SL: The booklets with nearly all your albums contain a message about your guitar being lost in 1972 and you are trying to find it.
JANIS IAN: Well, all of them but the last couple. The guitar was returned about six years ago after it had been missing 26 years – isn’t that amazing? There is an article on my website about it called ‘Of Guitars And Righteous Men’. Somebody had stolen it in Los Angeles in 1972 and from there it had wound up at a reputable shop in San Francisco, and it was bought by someone called Jeff Gray who wanted a D18. He had been working with Jefferson Airplane and it was used on a bunch of their records. He had been thinking about selling it because he wanted a smaller guitar when he read an interview with me in ‘Vintage Guitar’ magazine and the interviewer had put in a note about this guitar of mine, serial number 67053, 1938 D-18 and this feller Jeff Gray had looked at it and realised it was his guitar. The guitar had been stolen from him at one point and he had found it by memorising the serial number and making the rounds. We talked about it and he told me what it was worth and I said that I did have a Martin and I would trade him for it. He finally said, ‘I don’t want to own somebody else’s guitar, that’s bad karma, let me just send it to you.’ I said, ‘Well, send it, I will make sure it’s mine and I will send you this other guitar, just in gratitude.’ Never let hope die.
SL: Was this an important guitar for you? Was it, say, the first guitar you bought with your royalties?
JANIS IAN: It was a guitar that my dad had bought a year before I was born. He was a farmer and he had bought it from a woman whose husband had died. She had found the guitar in the attic and my dad bought it for $25. It was the guitar I learned on, it’s the guitar I wrote ‘Society’s Child’ on, it’s the first guitar I ever played at shows and it’s obviously an important guitar for me, and, as it turned out, it was worth considerably more than $25, although my dad didn’t know until I came home one day and told him.
SL: Your first album, ‘Janis Ian, in 1967 was quite an angry album.
JANIS IAN: Not so much angry as frustrated. It is the characteristic of a 14 or 15 year old to be frustrated by everything. To me ‘Society’s Child’ is more frustration and sadness although that might lead to anger: it’s a sadness that you can’t wave a magic wand at and have the world the way that you would like it.
SL: Was the inspiration for ‘Society’s Child’ something in the newspapers?
JANIS IAN: I wish I knew where songs came from or where inspiration came from but most of the time I have no idea.

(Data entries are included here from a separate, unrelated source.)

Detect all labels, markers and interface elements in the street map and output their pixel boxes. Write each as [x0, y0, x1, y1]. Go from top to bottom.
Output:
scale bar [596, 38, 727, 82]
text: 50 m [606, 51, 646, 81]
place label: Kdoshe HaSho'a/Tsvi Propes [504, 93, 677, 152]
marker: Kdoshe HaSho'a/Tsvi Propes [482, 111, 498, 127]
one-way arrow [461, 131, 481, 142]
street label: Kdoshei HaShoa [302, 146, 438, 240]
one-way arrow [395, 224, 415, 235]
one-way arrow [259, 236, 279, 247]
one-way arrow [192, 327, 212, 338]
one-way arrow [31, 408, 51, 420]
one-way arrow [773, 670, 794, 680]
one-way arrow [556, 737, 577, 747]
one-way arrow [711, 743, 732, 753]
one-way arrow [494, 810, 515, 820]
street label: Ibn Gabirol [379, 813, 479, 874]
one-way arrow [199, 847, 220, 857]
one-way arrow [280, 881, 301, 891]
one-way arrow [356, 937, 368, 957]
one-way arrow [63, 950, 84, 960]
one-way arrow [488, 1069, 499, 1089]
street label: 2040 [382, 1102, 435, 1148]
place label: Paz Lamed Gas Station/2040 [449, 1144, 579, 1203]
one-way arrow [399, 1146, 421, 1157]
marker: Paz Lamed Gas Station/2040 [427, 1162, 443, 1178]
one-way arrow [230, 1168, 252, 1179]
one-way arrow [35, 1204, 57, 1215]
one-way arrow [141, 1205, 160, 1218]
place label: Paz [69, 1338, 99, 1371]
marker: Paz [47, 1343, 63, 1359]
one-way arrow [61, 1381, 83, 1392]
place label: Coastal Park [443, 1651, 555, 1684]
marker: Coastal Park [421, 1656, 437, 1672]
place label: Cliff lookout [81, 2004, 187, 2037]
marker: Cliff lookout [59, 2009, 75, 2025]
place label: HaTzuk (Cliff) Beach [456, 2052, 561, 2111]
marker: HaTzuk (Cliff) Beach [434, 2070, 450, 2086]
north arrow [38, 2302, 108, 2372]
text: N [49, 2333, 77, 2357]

I assume that it was something in the wind as people were talking about Civil Rights. My parents were very involved in the Civil Rights movement, but I didn’t know anybody going through that and I hadn’t read about anybody going through that.
SL: And it is a very well crafted song: you seemed to have it all there when you were young.
JANIS IAN: That’s the thing about talent, Spencer: you are either born with it or you’re not. You only have five things to work with on stage and that is Entrance, Focus, Energy, Exit and Talent. You can learn the first four but you can’t teach someone the last one. I don’t know why I thought that chorus should lift, I don’t know why I knew enough to make it a two line refrain instead of a chorus, but that’s the talent and that’s the part I try to keep in harness.
SL: Do you still perform many songs from those early years?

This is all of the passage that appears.